C’est en 1998, après un séjour à Tuléar, au Sud-ouest de Madagascar que Regula Ochsner, ex-coopérante de l’aide au développement, a décidé de fonder l’Association pour le Développement de l’Energie Solaire Suisse-Madagascar (ADES).  Un quart de siècle plus tôt, la suissesse avait effectué son tout premier séjour sur l’île de l’océan Indien, Madagascar était alors réputée pour ses forêts tropicales et xérophiles. Lors de sa deuxième visite,  Regula Ochsner a subit un véritable choc, « la forêt avait disparu, il n’y avait plus que des arbres isolés et l’érosion progressait. J’ai réalisé que si la déforestation continuait ainsi, le pays allait rapidement perdre ses moyens de subsistance ».

Durant les deux dernières décennies, pas moins de 200 000 ha de zones boisées ont disparu chaque année, au profit de la production de charbon de bois et de bois de chauffage pour la cuisine. Regula Ochsner a alors commencer à s’intéresser à l’énergie solaire, car s’il y a une ressource abondante sur cette île de l’océan Indien, c’est bien le soleil. Alors, pourquoi ne pas cuisiner à l’énergie solaire ?

De retour en Suisse, Regula Ochsner se met en relation avec Edouard Probst. Vingt ans auparavant, ce menuisier retraité avait développé des fours solaires pour les communautés bédouines du Sahara.

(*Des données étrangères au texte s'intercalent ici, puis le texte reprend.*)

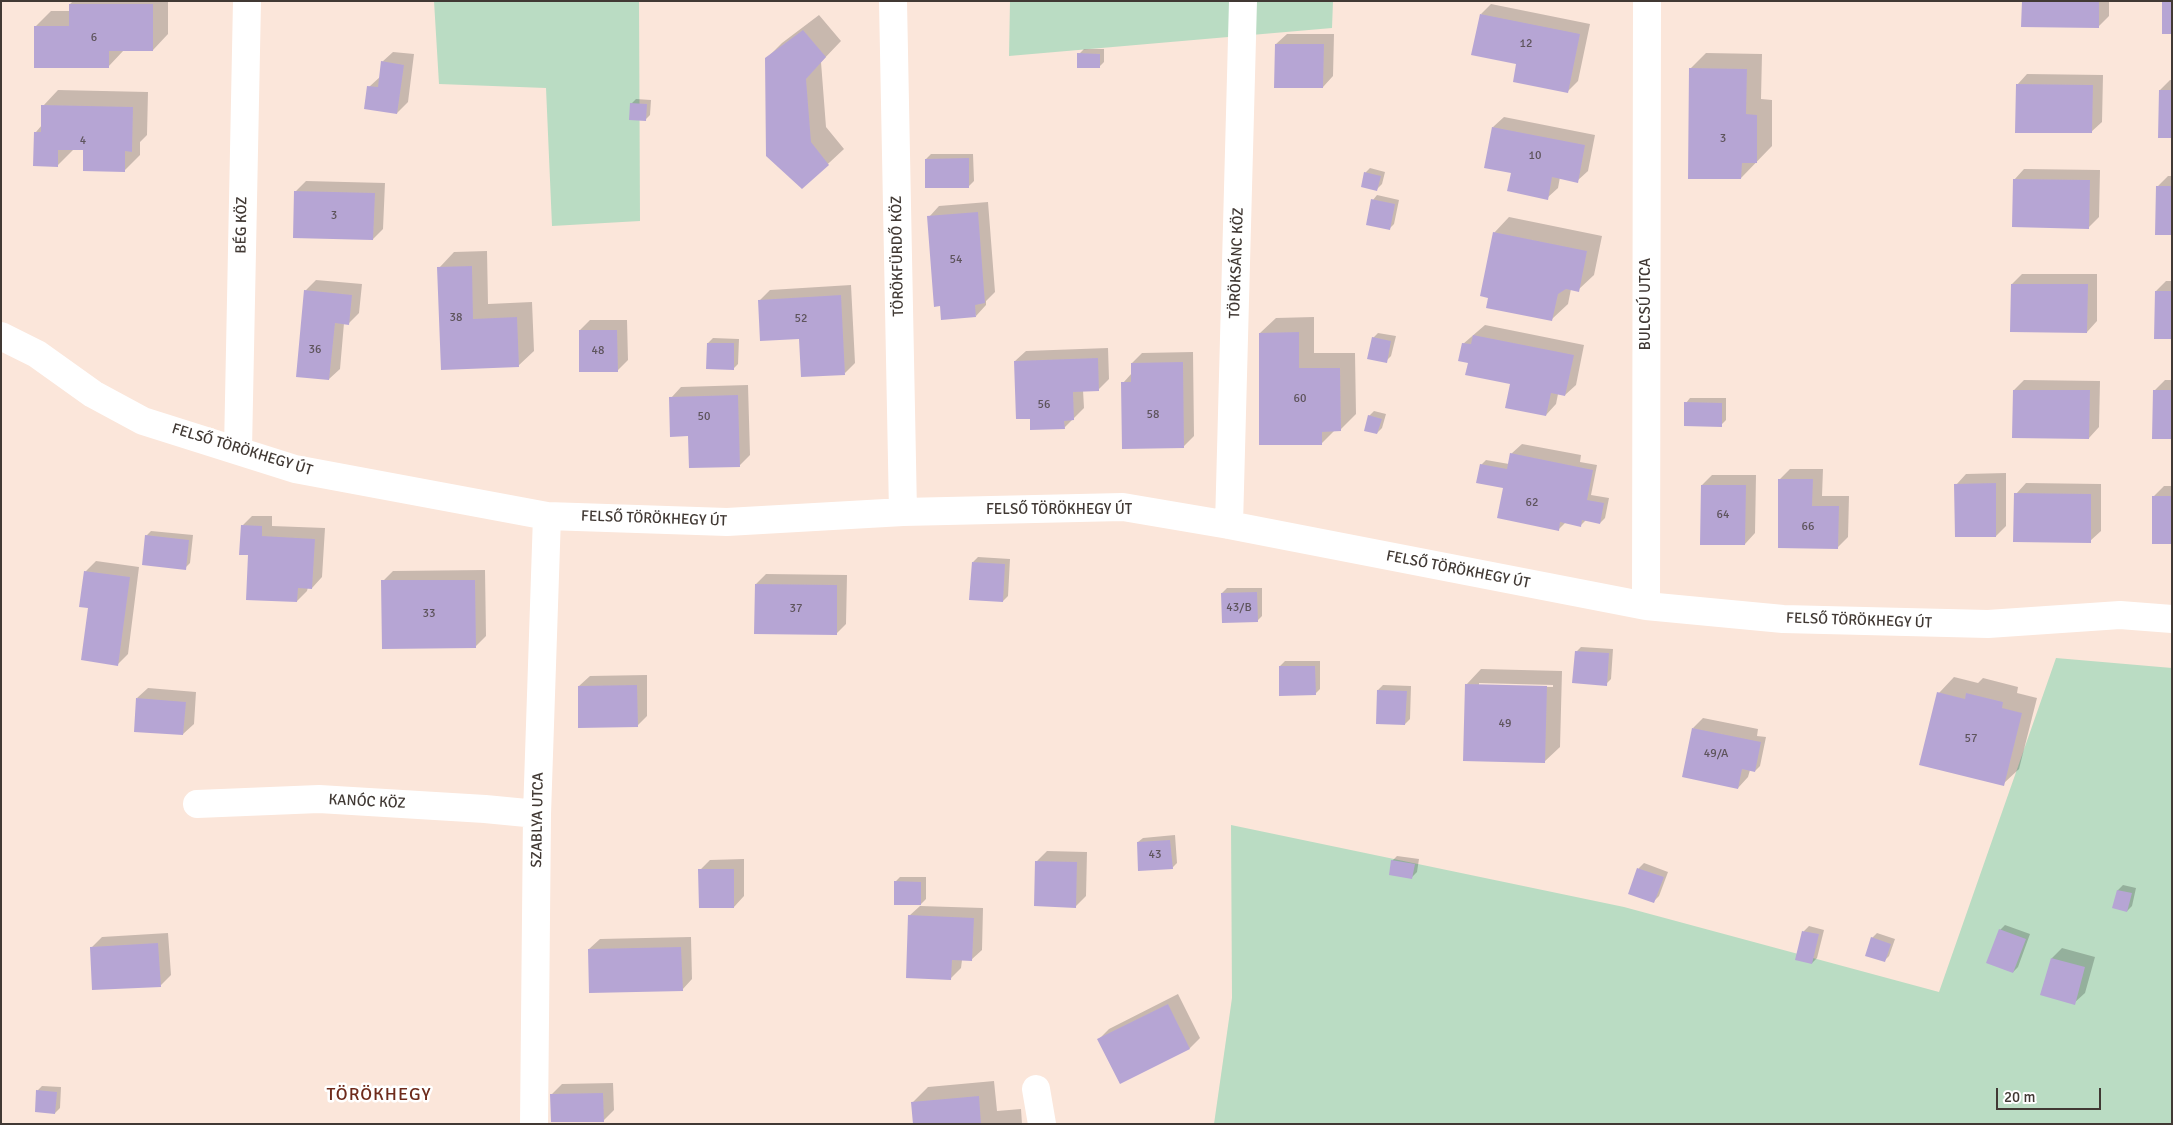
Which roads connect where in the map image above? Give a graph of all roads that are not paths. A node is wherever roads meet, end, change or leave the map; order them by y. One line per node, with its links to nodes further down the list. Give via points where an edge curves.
1 (247, 1): 6 (street, BÉG KÖZ)
2 (893, 1): 7 (street, TÖRÖKFÜRDŐ KÖZ)
3 (1243, 1): 9 (street, TÖRÖKSÁNC KÖZ)
4 (1647, 1): 10 (street, BULCSÚ UTCA)
5 (1, 336): 6 (street, FELSŐ TÖRÖKHEGY ÚT, via 37,354 93,394 143,421)
6 (238, 449): 8 (street, FELSŐ TÖRÖKHEGY ÚT, via 295,469)
7 (903, 512): 8 (street, FELSŐ TÖRÖKHEGY ÚT, via 726,522); 9 (street, FELSŐ TÖRÖKHEGY ÚT, via 1123,507)
8 (547, 516): 13 (street, SZABLYA UTCA)
9 (1229, 525): 10 (street, FELSŐ TÖRÖKHEGY ÚT)
10 (1646, 606): 11 (street, FELSŐ TÖRÖKHEGY ÚT, via 1783,619 1900,622 1988,624 2120,614)
11 (2172, 619)
12 (197, 804): 13 (street, KANÓC KÖZ, via 320,799)
13 (538, 814): 15 (street, SZABLYA UTCA)
14 (1036, 1089): 16 (street)
15 (534, 1124)
16 (1042, 1124)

Aujourd’hui, 13 000 familles s’y sont mises. Chacun de ces fours solaires permet de réduire de deux à trois tonnes les émissions de CO2 chaque année, soit la quantité rejetée par une petite voiture sur 15 000 km. De plus, chaque four remplace l’utilisation de 7 800 tonnes de bois. Tout le matériel est fabriqué à Madagascar, ce qui donne du travail à 100 personnes, dont 70 sont des employés de l’ADES. Les familles économisent, quant à elles, du temps mais aussi de l’argent, un four solaire étant amorti après environ six mois d’utilisation, et ce, sans aucune émission de CO2.